C'était un Africain grand et trapu, mais sa robe marron et son turban laissaient place à un visage aimable, aussi ai-je été surpris lorsqu'il s'est élancé vers moi et, pouf, m'a donné un coup de pied au cul si splendide que je suis tombé par terre. Je me suis levé, très surpris de ressentir une douleur physique à cet endroit, alors que je n'avais même pas de lit d'où tomber dans la vraie vie. Balthazar prit une autre course, mais je l'esquivai, mais en vain, car d'une pirouette rapide, il me donna un coup de pied avec son autre jambe et me fit tomber, me faisant avaler du sable. Il s'est alors levé d'un bond pour me presser avec son corps, ce qu'il a fait de manière plus que satisfaisante, me retirant la balle et me laissant en échange un Colt Cobra.

- Je ne le fais pas pour moi", a-t-il dit en remontant sur son chameau, "c'est pour le garçon". Il se soucie de toi", a-t-il ajouté avec un petit sourire, alors qu'ils se mettaient en route. Ils ont marché quelques mètres et ont éteint la lampe. La lumière d'une plus grande étoile les guidant depuis l'horizon était suffisante. 

J'ai de nouveau eu froid, le temps a passé, j'ai compris que j'allais mourir, mais ensuite je me suis réveillé. Il était presque minuit ; j'ai pensé à allumer le chauffage, mais j'ai renoncé, ce n'était pas la peine. Mes cheveux me couvraient le visage et mon revolver était tombé de ma poche ; je l'ai ramassé par peur du reflet, j'ai visé ma tempe et j'ai tiré. "Click". J'ai tiré à nouveau, beaucoup plus énervé, et ainsi de suite jusqu'à cinq fois. Avant d'essayer une sixième fois, j'ai hésité. "Cette balle est celle de Balthazar", me suis-je dit avec surprise. 

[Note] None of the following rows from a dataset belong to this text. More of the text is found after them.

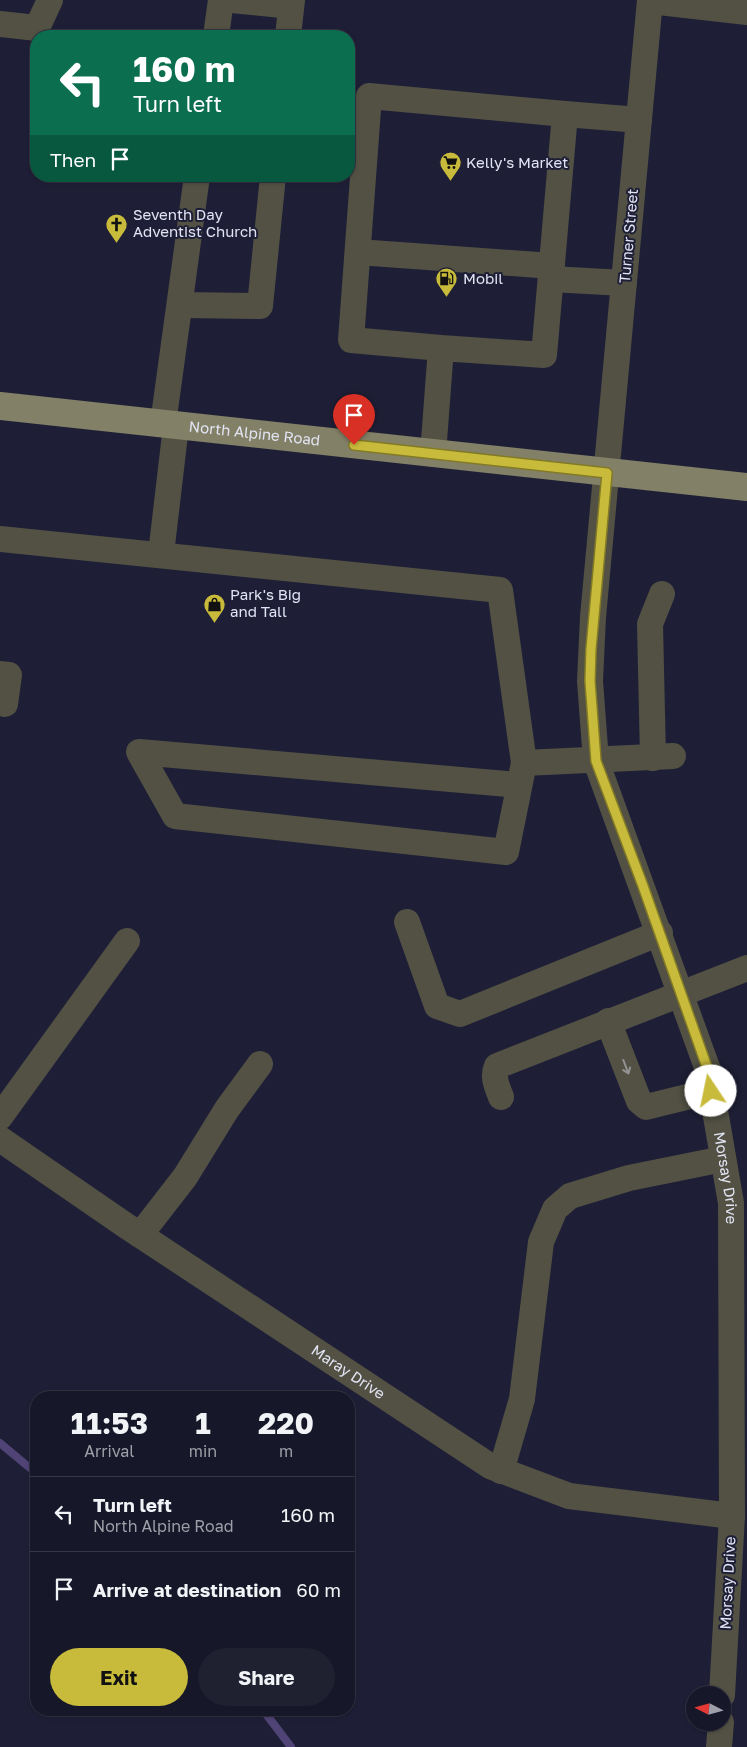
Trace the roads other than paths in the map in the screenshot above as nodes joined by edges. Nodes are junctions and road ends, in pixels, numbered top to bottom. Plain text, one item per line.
1 (50, 0) edge
2 (221, 0) edge
3 (232, 0) edge
4 (650, 1) edge
5 (291, 3) edge
6 (747, 12) edge
7 (0, 24) edge
8 (217, 30) edge
9 (289, 30) edge
10 (565, 114) junction
11 (639, 120) junction
12 (196, 182) edge
13 (272, 182) edge
14 (358, 252) junction
15 (551, 273) junction
16 (624, 283) junction
17 (180, 305) junction
18 (441, 348) junction
19 (0, 406) edge
20 (170, 425) junction
21 (433, 454) junction
22 (607, 473) junction
23 (747, 487) edge
24 (0, 539) edge
25 (161, 554) junction
26 (662, 594) dead end
27 (0, 674) edge
28 (0, 703) edge
29 (596, 761) junction
30 (521, 774) junction
31 (407, 922) dead end
32 (660, 933) junction
33 (127, 941) dead end
34 (747, 968) edge
35 (681, 992) junction
36 (608, 1022) junction
37 (260, 1064) dead end
38 (711, 1091) junction
39 (501, 1097) dead end
40 (0, 1117) edge
41 (0, 1139) edge
42 (723, 1158) junction
43 (140, 1235) junction
44 (502, 1471) junction
45 (732, 1516) junction
46 (723, 1686) edge
47 (720, 1731) edge
48 (719, 1747) edge

1 - 7 street
2 - 8 street
3 - 5 street
4 - 6 street
4 - 11 street, Turner Street
5 - 9 street
10 - 11 street
10 - 14 street
10 - 15 street
11 - 16 street, Turner Street
12 - 17 street
13 - 17 street
14 - 15 street
14 - 18 street
15 - 16 street
15 - 18 street
16 - 22 street, Turner Street
17 - 20 street
18 - 21 street
19 - 20 main road, North Alpine Road
20 - 21 main road, North Alpine Road
20 - 25 street
21 - 22 main road, North Alpine Road
22 - 23 main road, North Alpine Road
22 - 29 street, Morsay Drive
24 - 25 street
25 - 30 street
26 - 29 street
27 - 28 street
29 - 30 street
29 - 32 street, Morsay Drive
30 - 30 street
31 - 32 street
32 - 35 street, Morsay Drive
33 - 40 street
34 - 35 street
35 - 36 street
35 - 38 street, Morsay Drive
36 -> 38 street
36 - 39 street
37 - 43 street
38 - 42 street, Morsay Drive
41 - 43 street, Maray Drive
42 - 44 street
42 - 45 street, Morsay Drive
43 - 44 street, Maray Drive
44 - 45 street, Maray Drive
45 - 46 street, Morsay Drive
47 - 48 street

Soudain, j'ai pris conscience du foyer dans lequel j'étais tombé : une voiture pleine de poussière, des restes de jambon sur le siège, des papiers et des boîtes de conserve partout... " Me voilà en train de manger les caroubes des cochons, tandis que... " ; j'ai mis le revolver dans la boîte à gants et j'ai constaté que le 6 janvier était arrivé. "Pourquoi je n'y fais pas face, espèce de lâche", me suis-je demandé en larmes. La nuit s'est transformée en un long débat : "Comment rassembler mes forces pour reprendre ma vie en main ?"; il commençait à faire jour lorsque j'ai arrêté un plan : remercier Balthazar, aller chez le coiffeur et, surtout, demander à ma femme de me pardonner et de m'aider. Et quand le soleil s'est levé derrière les collines qui ferment la vallée, en souriant, j'ai démarré le moteur.